Догадывался ли Гамаш тем летним утром, надевая чистую белую рубашку, костюм и галстук, что день у него закончится таким вот образом? Кровью на его одежде. И на руках.
В тот душный день он проснулся старшим суперинтендантом Квебекской полиции. Уверенным в себе руководителем. Вынужденным, сжав зубы, пойти опасным путем.
Ближе к вечеру он вышел из леса разбитый.
И вот он вернулся.
Став лучше? Став ожесточеннее?
Вскоре им предстояло понять это.
Глава вторая
Человеку, стоявшему у двери, было под шестьдесят. Высокий, не грузный, но крепкий. Чисто выбритый.
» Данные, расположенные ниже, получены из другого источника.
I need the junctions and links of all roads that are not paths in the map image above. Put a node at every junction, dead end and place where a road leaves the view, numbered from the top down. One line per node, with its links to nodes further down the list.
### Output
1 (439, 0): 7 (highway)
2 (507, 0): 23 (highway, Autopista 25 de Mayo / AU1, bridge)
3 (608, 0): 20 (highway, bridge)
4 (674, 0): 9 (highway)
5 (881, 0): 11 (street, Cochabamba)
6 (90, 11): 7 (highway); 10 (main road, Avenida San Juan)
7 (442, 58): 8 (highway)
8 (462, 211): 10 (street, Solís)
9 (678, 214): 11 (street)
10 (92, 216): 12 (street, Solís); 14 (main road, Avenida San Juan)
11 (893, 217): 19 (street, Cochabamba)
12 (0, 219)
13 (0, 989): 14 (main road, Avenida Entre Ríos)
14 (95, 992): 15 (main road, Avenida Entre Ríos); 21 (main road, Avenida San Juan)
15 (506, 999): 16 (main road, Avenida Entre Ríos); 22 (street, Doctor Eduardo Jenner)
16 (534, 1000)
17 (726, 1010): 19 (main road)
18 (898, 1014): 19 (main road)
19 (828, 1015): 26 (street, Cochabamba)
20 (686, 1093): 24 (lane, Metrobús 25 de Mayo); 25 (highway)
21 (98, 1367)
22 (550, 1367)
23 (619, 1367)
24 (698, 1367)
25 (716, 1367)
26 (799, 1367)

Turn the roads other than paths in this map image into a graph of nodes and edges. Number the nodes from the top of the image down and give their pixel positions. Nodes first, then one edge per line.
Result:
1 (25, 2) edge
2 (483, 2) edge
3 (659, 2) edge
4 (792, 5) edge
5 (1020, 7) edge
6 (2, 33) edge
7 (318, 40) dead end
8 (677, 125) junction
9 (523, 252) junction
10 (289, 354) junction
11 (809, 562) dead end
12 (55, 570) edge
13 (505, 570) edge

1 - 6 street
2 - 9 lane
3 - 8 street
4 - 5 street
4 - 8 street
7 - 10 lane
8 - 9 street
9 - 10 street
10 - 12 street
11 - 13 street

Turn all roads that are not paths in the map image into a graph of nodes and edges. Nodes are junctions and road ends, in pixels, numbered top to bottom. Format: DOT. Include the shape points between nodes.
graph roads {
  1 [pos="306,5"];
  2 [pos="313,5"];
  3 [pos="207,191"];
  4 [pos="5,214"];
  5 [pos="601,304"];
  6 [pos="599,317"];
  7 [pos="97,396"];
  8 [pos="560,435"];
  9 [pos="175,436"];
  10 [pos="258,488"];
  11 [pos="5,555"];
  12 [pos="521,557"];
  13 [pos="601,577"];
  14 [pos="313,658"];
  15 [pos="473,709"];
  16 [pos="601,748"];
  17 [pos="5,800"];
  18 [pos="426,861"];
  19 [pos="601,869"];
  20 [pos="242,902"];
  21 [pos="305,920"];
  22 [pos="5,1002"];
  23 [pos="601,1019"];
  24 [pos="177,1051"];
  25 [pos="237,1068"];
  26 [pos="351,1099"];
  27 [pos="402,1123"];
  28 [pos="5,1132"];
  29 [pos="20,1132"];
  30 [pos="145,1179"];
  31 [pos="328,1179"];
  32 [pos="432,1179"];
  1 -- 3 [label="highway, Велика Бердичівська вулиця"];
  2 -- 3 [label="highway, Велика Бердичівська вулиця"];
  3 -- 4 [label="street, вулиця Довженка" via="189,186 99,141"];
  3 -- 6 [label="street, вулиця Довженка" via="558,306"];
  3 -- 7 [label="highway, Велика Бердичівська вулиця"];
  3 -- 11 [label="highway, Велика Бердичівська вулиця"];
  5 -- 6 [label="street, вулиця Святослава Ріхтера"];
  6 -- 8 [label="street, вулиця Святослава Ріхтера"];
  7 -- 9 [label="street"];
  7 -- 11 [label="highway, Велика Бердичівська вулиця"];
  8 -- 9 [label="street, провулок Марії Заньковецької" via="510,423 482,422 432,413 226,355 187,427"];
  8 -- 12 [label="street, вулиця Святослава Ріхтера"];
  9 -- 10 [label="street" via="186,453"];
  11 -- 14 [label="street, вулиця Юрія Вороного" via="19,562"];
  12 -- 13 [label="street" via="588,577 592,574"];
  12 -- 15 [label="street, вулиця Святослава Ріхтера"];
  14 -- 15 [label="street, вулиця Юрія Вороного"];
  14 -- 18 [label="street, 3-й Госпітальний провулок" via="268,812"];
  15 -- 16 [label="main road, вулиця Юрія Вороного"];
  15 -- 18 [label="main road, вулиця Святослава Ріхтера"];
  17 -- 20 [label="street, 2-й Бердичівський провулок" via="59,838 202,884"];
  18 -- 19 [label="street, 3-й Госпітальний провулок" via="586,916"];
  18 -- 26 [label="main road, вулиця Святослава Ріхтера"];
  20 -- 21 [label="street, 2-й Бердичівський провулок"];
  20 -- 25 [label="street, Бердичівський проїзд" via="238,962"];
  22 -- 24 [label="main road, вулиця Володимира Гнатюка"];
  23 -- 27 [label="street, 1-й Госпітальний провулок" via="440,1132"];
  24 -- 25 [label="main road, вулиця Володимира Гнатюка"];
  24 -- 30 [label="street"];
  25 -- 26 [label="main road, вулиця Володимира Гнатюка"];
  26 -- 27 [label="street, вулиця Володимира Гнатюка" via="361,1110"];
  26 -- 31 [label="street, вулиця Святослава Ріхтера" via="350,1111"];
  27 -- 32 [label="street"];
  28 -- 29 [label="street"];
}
И пусть не классически красивый, однако более привлекательный и определенно более благородный, чем пытались внушить молодым агентам фотографии, помещенные в социальных сетях в то утро.
Слегка вьющиеся волосы Армана Гамаша, некогда темные, теперь почти полностью поседели. Цвет лица у него был как у человека, который много часов проводил в бескрайних полях, во влажных лесах, по колено в снегу, разглядывая трупы. И преследуя тех, кто сделал это.
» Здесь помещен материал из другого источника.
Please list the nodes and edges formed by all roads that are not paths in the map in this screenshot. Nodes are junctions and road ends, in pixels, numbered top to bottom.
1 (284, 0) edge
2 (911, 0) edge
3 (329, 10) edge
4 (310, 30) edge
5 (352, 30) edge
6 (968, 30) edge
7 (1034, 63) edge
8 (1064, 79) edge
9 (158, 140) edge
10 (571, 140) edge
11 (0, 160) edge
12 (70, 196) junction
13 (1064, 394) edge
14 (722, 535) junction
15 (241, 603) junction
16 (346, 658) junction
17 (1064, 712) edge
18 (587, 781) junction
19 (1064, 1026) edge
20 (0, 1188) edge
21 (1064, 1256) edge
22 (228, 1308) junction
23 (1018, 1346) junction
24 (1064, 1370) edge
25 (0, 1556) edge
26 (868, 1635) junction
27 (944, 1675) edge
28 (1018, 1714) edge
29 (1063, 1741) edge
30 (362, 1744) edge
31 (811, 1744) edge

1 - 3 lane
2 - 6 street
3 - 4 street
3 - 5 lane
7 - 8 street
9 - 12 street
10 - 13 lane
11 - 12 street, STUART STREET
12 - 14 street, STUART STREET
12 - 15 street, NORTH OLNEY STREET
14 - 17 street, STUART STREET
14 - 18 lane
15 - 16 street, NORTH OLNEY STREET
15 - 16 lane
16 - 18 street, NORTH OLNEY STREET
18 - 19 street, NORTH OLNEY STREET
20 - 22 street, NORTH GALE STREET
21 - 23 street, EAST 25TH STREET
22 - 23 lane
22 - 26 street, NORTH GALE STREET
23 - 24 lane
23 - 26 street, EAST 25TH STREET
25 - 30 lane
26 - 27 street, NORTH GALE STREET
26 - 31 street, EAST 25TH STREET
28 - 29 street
Он выглядел как человек, который многие годы нес на своих плечах тяжелый груз ответственности. Которому приходилось делать жестокий выбор.
Морщины на его лице говорили о решительном характере. Об умении сосредоточиваться. О заботах, растянувшихся на годы. И о скорбях. Растянувшихся на десятилетия.
Но под взглядами агентов на этом лице появилась улыбка, и они увидели, что самые глубокие из его морщин – в уголках глаз.
Морщинки смеха. Выраженные гораздо ярче, чем те, что были порождены заботами и болью. Хотя все они встречались, перемешивались, пересекались.
А еще был безошибочно узнаваемый шрам на виске. Как визитная карточка. Отметина, делавшая его непохожим на других. Шрам пересекал морщины забот и смеха. И за ним стояла отдельная история.
Вот что увидели более молодые агенты.
Для ветеранов все было иначе. Они не столько видели, сколько чувствовали.
Наступило молчание, когда Арман Гамаш остановился на пороге, глядя на них, заглядывая им в глаза, внезапно увлажнявшиеся.